Manchester’s public bus system has been in need of a tune-up for a long time.

So it was good news to hear a consultant recently recommend cutting a few non-performing routes and changing the schedules and routes of those that remain to better serve the Queen City.

If the changes are made (it won’t be for a while, and not before city fathers nod in agreement), bus routes will be changed so it’s easier to connect from one line to another at Veterans Park. Also, they’ll be configured so they go out and back rather than in large loops, which are less efficient and waste time.

All of this will make the city’s modest bus system more user-friendly. It’ll be able to serve more people more effectively, and won’t substantially raise costs. As such, it’s one small step on the road to better public transit.

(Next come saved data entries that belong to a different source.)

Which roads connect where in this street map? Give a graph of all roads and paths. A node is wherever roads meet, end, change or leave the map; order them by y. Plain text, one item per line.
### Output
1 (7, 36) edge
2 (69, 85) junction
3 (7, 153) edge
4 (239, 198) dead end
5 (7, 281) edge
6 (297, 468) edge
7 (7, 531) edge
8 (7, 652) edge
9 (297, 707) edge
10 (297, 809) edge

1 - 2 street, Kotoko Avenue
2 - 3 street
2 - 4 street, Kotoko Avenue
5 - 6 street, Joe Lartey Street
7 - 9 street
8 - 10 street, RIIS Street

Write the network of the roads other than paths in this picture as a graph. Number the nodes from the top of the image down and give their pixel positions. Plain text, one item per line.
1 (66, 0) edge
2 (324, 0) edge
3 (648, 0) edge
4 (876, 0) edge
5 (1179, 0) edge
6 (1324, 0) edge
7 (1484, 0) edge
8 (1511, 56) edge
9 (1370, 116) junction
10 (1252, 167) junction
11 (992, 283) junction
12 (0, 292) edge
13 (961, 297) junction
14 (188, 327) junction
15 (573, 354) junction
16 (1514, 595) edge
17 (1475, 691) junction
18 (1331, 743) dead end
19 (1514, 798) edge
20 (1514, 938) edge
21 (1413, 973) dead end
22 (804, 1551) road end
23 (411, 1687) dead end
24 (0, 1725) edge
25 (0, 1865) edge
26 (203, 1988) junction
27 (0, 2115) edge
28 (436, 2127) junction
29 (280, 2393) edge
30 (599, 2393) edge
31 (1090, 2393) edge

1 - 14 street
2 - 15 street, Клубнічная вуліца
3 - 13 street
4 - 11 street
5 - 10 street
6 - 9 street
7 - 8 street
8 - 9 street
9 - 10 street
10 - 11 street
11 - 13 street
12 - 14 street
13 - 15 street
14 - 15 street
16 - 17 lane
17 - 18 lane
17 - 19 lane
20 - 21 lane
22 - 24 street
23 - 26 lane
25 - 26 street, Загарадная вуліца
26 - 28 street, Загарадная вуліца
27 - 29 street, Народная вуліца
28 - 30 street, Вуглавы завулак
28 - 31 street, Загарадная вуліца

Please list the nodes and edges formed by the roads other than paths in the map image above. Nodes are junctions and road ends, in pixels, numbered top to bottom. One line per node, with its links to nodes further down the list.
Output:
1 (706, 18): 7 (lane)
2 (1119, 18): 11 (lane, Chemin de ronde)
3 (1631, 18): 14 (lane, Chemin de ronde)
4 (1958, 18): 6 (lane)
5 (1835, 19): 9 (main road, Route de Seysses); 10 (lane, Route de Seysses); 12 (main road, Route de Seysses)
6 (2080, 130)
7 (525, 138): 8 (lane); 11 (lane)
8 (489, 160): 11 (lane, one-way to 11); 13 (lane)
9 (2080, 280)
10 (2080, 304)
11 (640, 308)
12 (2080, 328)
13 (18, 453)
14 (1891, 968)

And there’s more good news. Manchester recently took delivery of a six new fuel-efficient buses that are now on streets. They’re smaller than the old converted school buses they replace, and also closer to the ground, which makes it easier for the disabled to use public transportation. But what about the future? What does public transportation offer in terms of possibilities for the greater Manchester region? The answer is quite a lot, potentially, if we’re willing to have the courage to look beyond immediate needs and see transportation infrastructure as a long-term investment.

Just as it costs money to build and maintain new roads, it also costs money to improve bus service or revive passenger rail.

But the reason to do so is not to help a few people give up their cars today. Rather, it’s to inspire tomorrow’s business decision-makers to locate in Manchester, and to keep our economy vibrant well into the 21st century.

In short, economic development follows the transportation network. This isn’t a new concept. It’s been demonstrated again and again all over the world.

In Manchester, just as the airport has turned into an economic engine that has powered regional economic growth, other transportation networks can serve as assets that drive long-term growth and prosperity. The problem in Manchester is that local leaders have traditionally taken a myopic view of public transportation. The local bus system is a good example of this approach in action: rather than invest local money (which in most cases would have been matched 80-20 by federal funds), local politicians for years chose to starve the system into the barebones state that we have today.

If anyone suggested improving the city’s bus system, critics would point to how few people use it and argue it wasn’t worth the bother. Never mind that the reason for low ridership was that the service was inadequate. Because investment wouldn’t bring immediate returns, it would not win support.

This is bad for business and bad for the city, as an inadequate transportation system will make us lose out to more aggressive and forward-thinking communities. If the recent debate over establishing free public bus service between cities in Massachusetts and Manchester-Boston Regional Airport is any indication, this cycle of short-term vision (and long-term neglect) might be changing. City officials are actually open to the idea.

Let’s hope we can keep going in that direction, and make our local transportation something we can be proud of, rather than one for which we have to make excuses.